After Mrs. Annie extended her hand warmly in greeting, Li Fei bent down, seized one slim little boot, and pulled — like yanking a radish from the ground — until a right foot wrapped in black sheer stockings, faintly misted with warmth, came free from the shoe. The moisture had made the black silky material even more translucent, clinging perfectly to the elegant curve of that slender, delicate foot, every contour of the sole visible through the fabric. The ankle rotated playfully a couple of times, and the pointed little toes curled and stretched in turn before finally settling softly onto the floor.

Thump. Thump.

She tossed the two boots aside without ceremony. Li Fei made herself completely at home — dragging Grace enthusiastically through the doorway while wheedling in a sweetly spoiled tone:

"I'm absolutely exhausted after this afternoon. What's for dinner tonight?"

— All that talking, and I only walked away with one mine and one timber yard!

— And I still have to pay dividends!

Under the terms agreed upon that afternoon, CEO Yusura and CEO Assistant Kenan were to receive three percent and two percent cuts respectively. Even by the operation's previous modest performance, that was no small sum. After all, a Sequence 9 Transcendent — even one from the Knowledge Sequence — taking a commission in the Mercenary Guild for a job rated "moderately difficult, spanning ten days to half a month, but not life-threatening" would net roughly ten or so gold coins; subtract the cost of potions, equipment wear, and various other consumables, and the average Sequence 9 Transcendent's monthly income came out to about ten gold coins.

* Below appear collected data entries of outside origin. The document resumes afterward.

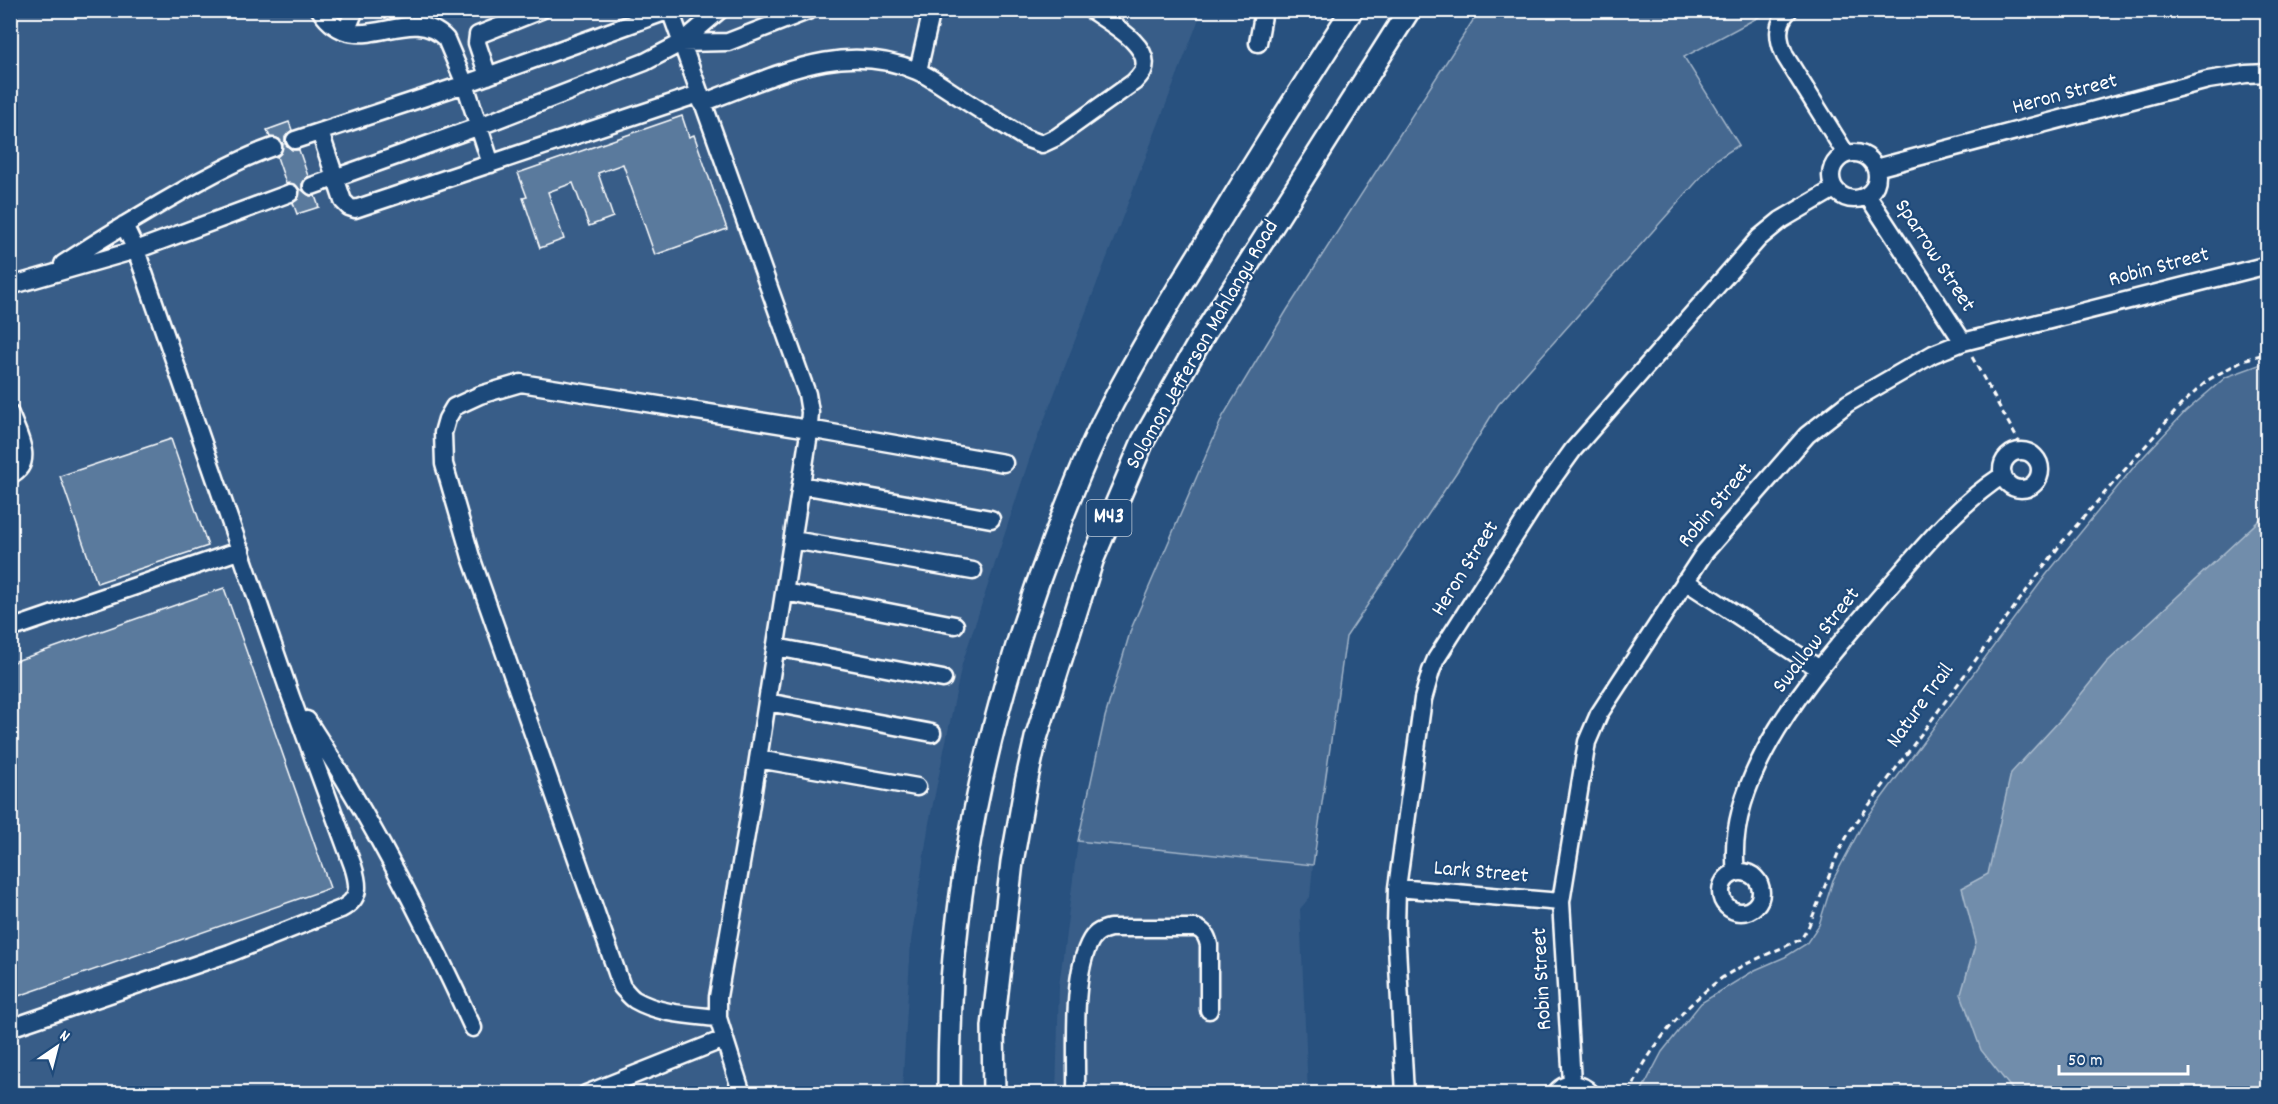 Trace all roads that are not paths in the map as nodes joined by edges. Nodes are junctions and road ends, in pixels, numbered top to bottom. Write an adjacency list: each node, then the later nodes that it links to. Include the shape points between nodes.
1 (320, 10): 13 (street)
2 (355, 10): 13 (street)
3 (541, 10): 18 (street, via 478,35)
4 (670, 10): 14 (street); 18 (street)
5 (720, 10): 14 (street)
6 (810, 10): 14 (street, via 728,42)
7 (932, 10): 16 (street)
8 (1091, 10): 16 (street, via 1137,44 1144,54 1143,70 1134,82 1042,144 1025,138)
9 (1264, 10): 15 (street)
10 (1352, 10): 72 (main road, Solomon Jefferson Mahlangu Road / M43, via 1154,327 1103,421 1032,596 990,741 972,828 952,982)
11 (1409, 10): 73 (main road, Solomon Jefferson Mahlangu Road / M43, via 1198,344 1143,441 1092,561 1047,699 1026,783 1012,862 993,1027)
12 (1789, 10): 25 (street, via 1780,22 1780,45)
13 (346, 31): 19 (street, via 372,31 413,21 430,26 446,39)
14 (681, 43): 20 (street); 21 (street, via 645,62)
15 (1258, 43)
16 (918, 71): 20 (street, via 864,58 821,61)
17 (2268, 73): 27 (street, Heron Street, via 2208,80)
18 (488, 76): 19 (street)
19 (465, 84): 21 (street); 22 (street)
20 (701, 98): 26 (street); 40 (street, via 807,394)
21 (480, 126): 26 (street); 28 (street)
22 (320, 132): 23 (street); 28 (street)
23 (295, 140)
24 (273, 147): 33 (street, via 253,153)
25 (1846, 154): 27 (street, via 1867,156); 30 (street, via 1833,165)
26 (491, 164): 28 (street, via 354,209 343,201)
27 (1876, 168): 32 (street, via 1876,183)
28 (334, 177): 29 (street)
29 (312, 186)
30 (1834, 189): 32 (street, via 1846,198); 62 (street, Heron Street, via 1781,220 1759,238 1572,450 1436,659 1423,699)
31 (290, 193): 34 (street)
32 (1867, 195): 38 (street, Sparrow Street)
33 (124, 225): 34 (street); 36 (street)
34 (136, 250): 36 (street); 47 (street)
35 (2268, 265): 38 (street, Robin Street)
36 (50, 273): 37 (street)
37 (10, 286)
38 (1964, 342): 49 (street, Robin Street, via 1890,378 1813,430 1704,553)
39 (10, 414): 42 (street, via 24,460 20,469)
40 (809, 429): 41 (street); 44 (street); 65 (street, via 521,383 454,407 443,433 444,464 471,557 622,987 634,999 653,1007)
41 (1004, 463)
42 (10, 475)
43 (2003, 475): 43 (street, via 2017,489 2029,488 2040,474 2039,461 2030,452 2017,451 2002,464); 54 (street, Swallow Street, via 1968,500)
44 (801, 485): 45 (street); 46 (street)
45 (991, 519)
46 (793, 540): 48 (street); 50 (street)
47 (241, 550): 52 (street); 56 (street)
48 (973, 571)
49 (1685, 581): 54 (street); 63 (street, Robin Street, via 1592,728)
50 (785, 592): 51 (street); 53 (street)
51 (955, 625)
52 (10, 629)
53 (776, 648): 55 (street); 57 (street)
54 (1818, 668): 61 (street, Swallow Street, via 1752,778 1738,817)
55 (943, 680)
56 (291, 697): 66 (street, via 358,881 352,902 230,953); 67 (street, via 344,777)
57 (767, 702): 58 (street); 59 (street)
58 (933, 733)
59 (758, 759): 60 (street); 65 (street, via 723,958)
60 (916, 787)
61 (1736, 872)
62 (1397, 888): 63 (street, Lark Street); 75 (street, Heron Street)
63 (1562, 902): 69 (street, Robin Street)
64 (1209, 1010): 74 (street, via 1209,945 1201,930 1100,930 1088,948 1080,981)
65 (718, 1018): 68 (street)
66 (10, 1028)
67 (473, 1028)
68 (724, 1039): 70 (street); 71 (street)
69 (1572, 1083): 76 (street); 77 (street)
70 (586, 1094)
71 (742, 1094)
72 (949, 1094)
73 (993, 1094)
74 (1077, 1094)
75 (1405, 1094)
76 (1554, 1094)
77 (1592, 1094)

But factor in the elimination of taxes, the end of tribute payments to the Mettis family, and the sales channels that the courtesan queen's network would open up — even without changing a single thing about how the operations were run, efficiency would at minimum increase tenfold. Yusura and his son pulling in several hundred gold coins a year would make them among the wealthiest of Sequence 9 earners.

And with the sweeping series of reforms planned on top of that — yes, there was a chance things could go sideways, but there was equally a chance of far greater returns... All told, the dividend Li Fei was offering was anything but low.

As for the remaining ninety-five percent — Li Fei wiped away a tear and split it with Miss Grace, fifty-fifty: you bring the assets, I bring absolutely nothing — ah, no, I bring connections and wisdom, and we call it a win-win. A win-win for both of us.